Collected data entries:
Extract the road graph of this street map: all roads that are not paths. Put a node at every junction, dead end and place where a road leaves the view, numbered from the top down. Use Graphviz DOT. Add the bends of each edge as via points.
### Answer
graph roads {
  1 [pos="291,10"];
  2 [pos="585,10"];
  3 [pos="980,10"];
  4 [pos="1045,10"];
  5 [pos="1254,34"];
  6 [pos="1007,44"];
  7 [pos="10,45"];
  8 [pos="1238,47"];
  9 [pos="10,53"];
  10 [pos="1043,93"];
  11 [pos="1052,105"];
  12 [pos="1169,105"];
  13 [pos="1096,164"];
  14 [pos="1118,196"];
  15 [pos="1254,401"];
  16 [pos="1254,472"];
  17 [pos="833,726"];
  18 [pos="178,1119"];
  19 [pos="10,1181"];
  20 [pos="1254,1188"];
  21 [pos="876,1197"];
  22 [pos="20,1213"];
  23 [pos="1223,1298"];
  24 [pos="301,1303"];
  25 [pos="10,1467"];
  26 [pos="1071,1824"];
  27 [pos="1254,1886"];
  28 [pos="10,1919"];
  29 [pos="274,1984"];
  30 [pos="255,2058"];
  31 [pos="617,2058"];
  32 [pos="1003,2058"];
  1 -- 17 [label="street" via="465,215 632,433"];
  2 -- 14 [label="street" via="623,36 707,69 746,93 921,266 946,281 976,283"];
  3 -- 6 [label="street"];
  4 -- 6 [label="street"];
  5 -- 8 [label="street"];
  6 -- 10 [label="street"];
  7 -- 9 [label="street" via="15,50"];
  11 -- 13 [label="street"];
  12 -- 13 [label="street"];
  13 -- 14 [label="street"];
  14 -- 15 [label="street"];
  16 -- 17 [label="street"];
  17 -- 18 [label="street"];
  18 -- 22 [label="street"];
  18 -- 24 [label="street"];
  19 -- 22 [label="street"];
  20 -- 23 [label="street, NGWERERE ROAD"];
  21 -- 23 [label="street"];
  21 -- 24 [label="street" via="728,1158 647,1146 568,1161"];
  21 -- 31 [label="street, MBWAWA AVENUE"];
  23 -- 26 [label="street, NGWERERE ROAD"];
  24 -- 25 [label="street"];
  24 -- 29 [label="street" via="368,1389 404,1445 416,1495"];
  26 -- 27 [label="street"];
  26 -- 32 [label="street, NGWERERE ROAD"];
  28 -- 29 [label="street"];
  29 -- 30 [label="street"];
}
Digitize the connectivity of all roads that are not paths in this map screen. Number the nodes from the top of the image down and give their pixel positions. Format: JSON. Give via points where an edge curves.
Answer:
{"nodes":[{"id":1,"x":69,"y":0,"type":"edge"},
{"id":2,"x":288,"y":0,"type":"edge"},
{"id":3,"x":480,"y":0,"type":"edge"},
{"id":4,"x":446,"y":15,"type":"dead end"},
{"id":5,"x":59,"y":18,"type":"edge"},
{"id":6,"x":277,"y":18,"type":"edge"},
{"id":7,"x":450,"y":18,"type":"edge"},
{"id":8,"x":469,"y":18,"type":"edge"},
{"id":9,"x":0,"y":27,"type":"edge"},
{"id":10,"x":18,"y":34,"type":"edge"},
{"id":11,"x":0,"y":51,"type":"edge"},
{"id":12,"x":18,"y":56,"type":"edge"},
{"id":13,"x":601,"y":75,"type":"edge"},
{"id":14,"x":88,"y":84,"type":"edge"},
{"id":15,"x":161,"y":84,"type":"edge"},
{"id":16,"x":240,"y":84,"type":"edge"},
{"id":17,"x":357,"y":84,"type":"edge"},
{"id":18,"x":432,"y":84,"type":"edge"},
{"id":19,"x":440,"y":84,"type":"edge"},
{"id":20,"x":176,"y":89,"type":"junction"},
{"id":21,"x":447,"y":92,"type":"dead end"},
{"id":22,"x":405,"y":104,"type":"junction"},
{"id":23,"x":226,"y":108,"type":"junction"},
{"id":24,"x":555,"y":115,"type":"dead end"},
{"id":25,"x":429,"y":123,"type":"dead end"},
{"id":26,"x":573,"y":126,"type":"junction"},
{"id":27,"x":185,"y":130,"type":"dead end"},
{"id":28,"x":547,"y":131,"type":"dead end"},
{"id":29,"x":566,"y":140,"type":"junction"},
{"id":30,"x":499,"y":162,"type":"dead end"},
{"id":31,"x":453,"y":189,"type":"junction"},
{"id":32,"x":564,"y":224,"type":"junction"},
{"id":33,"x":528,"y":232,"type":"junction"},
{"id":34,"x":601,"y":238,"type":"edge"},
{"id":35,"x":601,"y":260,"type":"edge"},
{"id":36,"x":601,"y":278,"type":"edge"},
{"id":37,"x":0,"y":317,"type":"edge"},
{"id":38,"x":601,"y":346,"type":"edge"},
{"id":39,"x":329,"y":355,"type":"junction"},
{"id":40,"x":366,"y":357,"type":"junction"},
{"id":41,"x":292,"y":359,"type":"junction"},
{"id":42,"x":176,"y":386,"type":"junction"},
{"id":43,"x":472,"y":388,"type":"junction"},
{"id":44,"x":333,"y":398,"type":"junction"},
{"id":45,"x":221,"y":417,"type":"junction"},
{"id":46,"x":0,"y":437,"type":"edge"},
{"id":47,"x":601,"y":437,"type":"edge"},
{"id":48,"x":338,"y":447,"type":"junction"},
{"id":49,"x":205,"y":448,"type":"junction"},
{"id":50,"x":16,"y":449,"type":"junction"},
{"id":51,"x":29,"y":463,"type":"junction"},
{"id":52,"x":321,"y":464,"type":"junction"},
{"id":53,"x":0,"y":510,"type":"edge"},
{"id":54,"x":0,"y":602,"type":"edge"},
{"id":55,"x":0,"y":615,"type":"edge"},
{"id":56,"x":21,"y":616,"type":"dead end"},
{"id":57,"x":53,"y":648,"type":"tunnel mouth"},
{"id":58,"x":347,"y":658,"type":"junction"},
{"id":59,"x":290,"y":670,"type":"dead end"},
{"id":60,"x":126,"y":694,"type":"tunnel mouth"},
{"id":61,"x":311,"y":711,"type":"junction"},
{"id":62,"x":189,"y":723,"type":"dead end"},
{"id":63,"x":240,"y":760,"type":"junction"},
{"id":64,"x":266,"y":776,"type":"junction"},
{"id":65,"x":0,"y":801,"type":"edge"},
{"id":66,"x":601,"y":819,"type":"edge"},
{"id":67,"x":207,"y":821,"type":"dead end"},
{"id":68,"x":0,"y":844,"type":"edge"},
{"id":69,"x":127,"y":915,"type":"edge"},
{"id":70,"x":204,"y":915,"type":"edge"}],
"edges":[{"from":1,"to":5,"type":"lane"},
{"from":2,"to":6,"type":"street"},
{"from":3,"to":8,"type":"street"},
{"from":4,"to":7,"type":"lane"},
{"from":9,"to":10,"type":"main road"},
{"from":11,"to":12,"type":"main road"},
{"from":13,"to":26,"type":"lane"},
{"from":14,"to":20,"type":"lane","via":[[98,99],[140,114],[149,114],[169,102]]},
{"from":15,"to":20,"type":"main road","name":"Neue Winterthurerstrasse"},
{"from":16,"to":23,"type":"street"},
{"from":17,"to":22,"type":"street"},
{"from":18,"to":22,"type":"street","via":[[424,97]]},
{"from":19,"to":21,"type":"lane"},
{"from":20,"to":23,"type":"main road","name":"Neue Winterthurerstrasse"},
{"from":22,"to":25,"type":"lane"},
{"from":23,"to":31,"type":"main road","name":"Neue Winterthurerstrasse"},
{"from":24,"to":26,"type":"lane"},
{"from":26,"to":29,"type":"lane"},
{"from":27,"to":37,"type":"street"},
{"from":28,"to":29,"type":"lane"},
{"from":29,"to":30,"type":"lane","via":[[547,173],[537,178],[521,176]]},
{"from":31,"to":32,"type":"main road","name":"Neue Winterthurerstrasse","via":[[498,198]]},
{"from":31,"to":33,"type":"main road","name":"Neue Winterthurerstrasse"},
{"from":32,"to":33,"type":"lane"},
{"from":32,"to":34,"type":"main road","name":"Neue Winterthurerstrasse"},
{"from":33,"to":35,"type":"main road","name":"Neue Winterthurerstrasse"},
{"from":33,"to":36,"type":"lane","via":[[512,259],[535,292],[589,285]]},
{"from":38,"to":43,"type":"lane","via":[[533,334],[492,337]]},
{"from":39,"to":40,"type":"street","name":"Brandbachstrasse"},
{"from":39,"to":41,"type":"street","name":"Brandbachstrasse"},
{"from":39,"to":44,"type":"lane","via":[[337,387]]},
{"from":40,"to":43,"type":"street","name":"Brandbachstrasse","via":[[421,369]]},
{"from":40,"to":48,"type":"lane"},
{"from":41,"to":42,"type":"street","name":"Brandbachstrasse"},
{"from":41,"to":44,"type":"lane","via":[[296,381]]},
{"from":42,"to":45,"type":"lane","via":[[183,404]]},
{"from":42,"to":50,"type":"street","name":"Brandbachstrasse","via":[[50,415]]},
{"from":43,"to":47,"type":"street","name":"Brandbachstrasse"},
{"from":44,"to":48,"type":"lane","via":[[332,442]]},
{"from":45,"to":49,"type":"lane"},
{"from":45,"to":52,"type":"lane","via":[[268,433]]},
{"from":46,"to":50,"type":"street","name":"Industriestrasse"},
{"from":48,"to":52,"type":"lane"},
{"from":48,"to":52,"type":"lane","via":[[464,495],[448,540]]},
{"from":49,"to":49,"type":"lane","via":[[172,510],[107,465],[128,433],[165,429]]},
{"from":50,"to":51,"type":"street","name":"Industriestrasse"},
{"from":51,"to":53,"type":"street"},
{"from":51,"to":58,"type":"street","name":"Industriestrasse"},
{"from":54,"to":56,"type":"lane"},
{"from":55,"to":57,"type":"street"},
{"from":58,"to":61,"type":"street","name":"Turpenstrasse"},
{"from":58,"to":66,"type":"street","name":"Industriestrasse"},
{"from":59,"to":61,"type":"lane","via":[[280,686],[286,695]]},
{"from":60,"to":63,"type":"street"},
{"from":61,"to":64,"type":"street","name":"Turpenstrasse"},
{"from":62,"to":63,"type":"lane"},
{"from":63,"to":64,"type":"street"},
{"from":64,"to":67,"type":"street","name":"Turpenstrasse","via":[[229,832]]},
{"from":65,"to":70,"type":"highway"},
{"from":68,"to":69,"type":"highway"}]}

Aim of the exercise:
Copy out each line of the records that holds the string "mouth".

Answer area:
{"id":57,"x":53,"y":648,"type":"tunnel mouth"},
{"id":60,"x":126,"y":694,"type":"tunnel mouth"},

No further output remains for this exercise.